Kristen Shilton, NHL reporter: Brayden Point. It’s wild that the biggest impact Point has had on this series is spawning heated debate over an (alleged?) missed high-sticking call in Game 6 that (potentially?) cost the Lighting a four-minute power play. Point has one goal against the Canadiens heading into Game 7, and that’s after he collected 50 points in 63 regular-season games. He has been a point-per-game producer in the playoffs before, and more than that, Point has been an offensive driver for Tampa Bay.
But to think he’s averaging nearly 20 minutes of ice time, and it still feels (only half-jokingly) like his face belongs on a missing persons’ report? That’s not the standard Point has set for himself over the years (he once scored 51 goals in a season!), and if Point has been holding something back or waiting for the spotlight to burn brightest to fully shine, well, this is the time to step forward. The Lightning need more from their star players and Point bears pressure to be a difference-maker in Game 7.
Greg Wyshynski, NHL reporter: Brandon Hagel. Coach Jon Cooper called him “the straw that’s been stirring us” in these playoffs, and for good reason. He’s scored. He’s fought. He’s antagonized the Canadiens. He’s gone from being a great two-way player to one with gravitas.

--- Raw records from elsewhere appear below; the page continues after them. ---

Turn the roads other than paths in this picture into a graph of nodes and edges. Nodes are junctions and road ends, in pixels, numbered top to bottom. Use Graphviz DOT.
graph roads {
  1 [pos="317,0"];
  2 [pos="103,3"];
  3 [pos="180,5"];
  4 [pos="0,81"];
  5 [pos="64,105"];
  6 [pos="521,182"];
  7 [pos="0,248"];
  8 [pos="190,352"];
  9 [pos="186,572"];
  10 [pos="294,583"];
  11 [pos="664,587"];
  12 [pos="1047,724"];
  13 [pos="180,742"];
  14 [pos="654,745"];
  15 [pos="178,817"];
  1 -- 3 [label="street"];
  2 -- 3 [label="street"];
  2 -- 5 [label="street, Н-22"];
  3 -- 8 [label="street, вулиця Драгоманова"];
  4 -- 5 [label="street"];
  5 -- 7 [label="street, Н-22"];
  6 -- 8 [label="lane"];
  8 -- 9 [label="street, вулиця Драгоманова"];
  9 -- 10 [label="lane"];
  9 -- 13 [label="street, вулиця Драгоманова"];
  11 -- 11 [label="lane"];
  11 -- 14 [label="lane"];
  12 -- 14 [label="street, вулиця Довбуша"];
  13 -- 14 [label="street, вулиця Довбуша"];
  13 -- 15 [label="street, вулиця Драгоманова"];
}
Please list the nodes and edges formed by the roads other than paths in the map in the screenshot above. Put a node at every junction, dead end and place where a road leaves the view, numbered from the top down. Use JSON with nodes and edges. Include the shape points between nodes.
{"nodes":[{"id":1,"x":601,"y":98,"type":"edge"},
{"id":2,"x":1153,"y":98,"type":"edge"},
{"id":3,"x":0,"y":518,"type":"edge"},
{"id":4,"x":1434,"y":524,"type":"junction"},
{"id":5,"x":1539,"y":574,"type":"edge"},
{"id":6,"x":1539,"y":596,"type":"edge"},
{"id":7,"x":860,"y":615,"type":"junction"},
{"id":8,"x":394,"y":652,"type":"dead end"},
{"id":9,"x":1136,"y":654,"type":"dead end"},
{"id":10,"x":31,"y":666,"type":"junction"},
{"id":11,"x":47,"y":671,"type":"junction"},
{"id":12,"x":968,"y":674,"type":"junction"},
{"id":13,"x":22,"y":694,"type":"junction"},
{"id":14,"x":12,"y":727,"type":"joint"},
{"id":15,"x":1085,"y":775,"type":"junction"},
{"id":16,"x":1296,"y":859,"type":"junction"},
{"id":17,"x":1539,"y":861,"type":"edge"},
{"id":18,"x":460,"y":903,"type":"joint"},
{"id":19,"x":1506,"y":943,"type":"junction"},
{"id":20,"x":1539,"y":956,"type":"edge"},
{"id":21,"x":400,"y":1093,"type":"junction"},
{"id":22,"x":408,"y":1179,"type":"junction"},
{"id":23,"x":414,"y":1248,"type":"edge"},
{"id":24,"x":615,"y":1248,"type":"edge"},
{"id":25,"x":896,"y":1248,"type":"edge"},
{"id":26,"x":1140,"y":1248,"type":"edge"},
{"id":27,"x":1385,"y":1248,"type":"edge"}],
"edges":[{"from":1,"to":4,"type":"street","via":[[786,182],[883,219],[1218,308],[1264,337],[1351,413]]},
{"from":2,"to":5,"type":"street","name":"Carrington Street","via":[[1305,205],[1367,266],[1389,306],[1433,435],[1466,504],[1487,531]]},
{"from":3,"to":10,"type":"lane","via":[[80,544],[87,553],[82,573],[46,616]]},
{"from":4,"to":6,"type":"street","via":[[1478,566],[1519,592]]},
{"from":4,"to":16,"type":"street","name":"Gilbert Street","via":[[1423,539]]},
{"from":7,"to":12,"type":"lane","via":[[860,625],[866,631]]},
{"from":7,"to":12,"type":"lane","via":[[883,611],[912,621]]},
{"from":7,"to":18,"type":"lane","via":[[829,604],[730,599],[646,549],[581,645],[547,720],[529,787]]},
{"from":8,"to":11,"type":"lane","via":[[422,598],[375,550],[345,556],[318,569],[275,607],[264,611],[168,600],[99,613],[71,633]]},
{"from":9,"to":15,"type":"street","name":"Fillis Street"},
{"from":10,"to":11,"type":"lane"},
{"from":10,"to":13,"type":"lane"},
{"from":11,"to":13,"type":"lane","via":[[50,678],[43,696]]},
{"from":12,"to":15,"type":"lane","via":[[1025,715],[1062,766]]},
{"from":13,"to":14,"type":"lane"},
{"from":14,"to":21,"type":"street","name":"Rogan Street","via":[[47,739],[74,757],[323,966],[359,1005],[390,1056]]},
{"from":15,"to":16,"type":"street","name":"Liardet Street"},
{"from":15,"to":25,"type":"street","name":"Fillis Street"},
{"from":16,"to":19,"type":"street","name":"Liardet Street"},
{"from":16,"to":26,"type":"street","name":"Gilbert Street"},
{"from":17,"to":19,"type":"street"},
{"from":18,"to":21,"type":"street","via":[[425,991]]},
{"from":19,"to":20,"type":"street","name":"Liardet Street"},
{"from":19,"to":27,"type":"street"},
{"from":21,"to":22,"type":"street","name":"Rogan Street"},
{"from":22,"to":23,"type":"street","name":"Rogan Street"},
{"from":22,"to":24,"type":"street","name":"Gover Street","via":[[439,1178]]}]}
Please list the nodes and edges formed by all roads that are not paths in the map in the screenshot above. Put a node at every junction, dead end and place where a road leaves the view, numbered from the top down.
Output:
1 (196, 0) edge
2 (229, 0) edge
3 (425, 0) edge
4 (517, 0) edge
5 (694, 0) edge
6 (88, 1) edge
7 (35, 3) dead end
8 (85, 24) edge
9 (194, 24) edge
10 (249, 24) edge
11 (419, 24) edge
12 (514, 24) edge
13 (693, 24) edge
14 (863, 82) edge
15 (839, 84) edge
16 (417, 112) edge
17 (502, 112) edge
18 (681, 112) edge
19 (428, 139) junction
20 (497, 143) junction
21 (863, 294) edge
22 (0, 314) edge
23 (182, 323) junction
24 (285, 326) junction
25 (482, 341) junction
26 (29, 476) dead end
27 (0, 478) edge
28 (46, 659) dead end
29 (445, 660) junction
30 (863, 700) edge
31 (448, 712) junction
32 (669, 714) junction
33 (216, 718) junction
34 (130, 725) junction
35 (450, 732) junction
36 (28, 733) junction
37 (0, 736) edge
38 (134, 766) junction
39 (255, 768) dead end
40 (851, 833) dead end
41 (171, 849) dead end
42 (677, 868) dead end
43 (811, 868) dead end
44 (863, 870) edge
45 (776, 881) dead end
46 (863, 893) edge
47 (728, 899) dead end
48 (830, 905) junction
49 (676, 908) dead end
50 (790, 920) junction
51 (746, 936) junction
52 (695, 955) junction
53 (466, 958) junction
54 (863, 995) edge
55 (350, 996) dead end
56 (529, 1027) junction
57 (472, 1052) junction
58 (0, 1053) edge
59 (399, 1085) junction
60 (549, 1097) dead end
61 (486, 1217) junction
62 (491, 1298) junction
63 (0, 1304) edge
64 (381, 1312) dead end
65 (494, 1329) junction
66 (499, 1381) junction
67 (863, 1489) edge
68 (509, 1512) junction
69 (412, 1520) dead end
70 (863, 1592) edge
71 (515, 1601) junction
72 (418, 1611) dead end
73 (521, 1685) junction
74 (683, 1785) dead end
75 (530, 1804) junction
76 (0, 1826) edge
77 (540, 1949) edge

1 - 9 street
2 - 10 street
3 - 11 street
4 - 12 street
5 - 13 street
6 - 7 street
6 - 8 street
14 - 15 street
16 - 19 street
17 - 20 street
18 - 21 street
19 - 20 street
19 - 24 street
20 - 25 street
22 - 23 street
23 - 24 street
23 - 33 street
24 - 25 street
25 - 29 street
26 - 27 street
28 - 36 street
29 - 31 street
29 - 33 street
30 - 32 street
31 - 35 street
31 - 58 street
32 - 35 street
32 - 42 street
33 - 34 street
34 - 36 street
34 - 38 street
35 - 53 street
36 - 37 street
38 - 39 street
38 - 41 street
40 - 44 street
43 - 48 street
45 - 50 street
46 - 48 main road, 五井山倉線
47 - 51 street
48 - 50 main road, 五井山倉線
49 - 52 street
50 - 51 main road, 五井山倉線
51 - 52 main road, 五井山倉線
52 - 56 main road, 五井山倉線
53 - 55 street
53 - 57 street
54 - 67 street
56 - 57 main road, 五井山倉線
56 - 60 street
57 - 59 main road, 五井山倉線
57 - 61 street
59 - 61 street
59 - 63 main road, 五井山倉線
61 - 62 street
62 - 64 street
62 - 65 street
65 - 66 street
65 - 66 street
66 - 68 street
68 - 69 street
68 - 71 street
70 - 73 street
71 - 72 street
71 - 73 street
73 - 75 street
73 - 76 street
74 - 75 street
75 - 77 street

Look no further than the Game 6 overtime winner: How Hagel dekes around one Montreal player and then magnetically attracts two others to open up the deep part of the zone where Gage Goncalves eventually scored. He’s one of the main reasons they’re in a Game 7. Might as well be the reason they win it.
The final score will be _____.
Clark: 3-2 Canadiens in OT.
Kaplan: 2-1 Lightning in OT.
Matiash: 3-2 Lightning.
Öcal: 2-1 Habs in triple overtime. Because after the series they’ve had, why not?
Shilton: 2-1 Lightning in double OT.
Wyshynski: 4-2 Lightning, redeeming themselves in front of the home fans after an embarrassing Game 5 effort.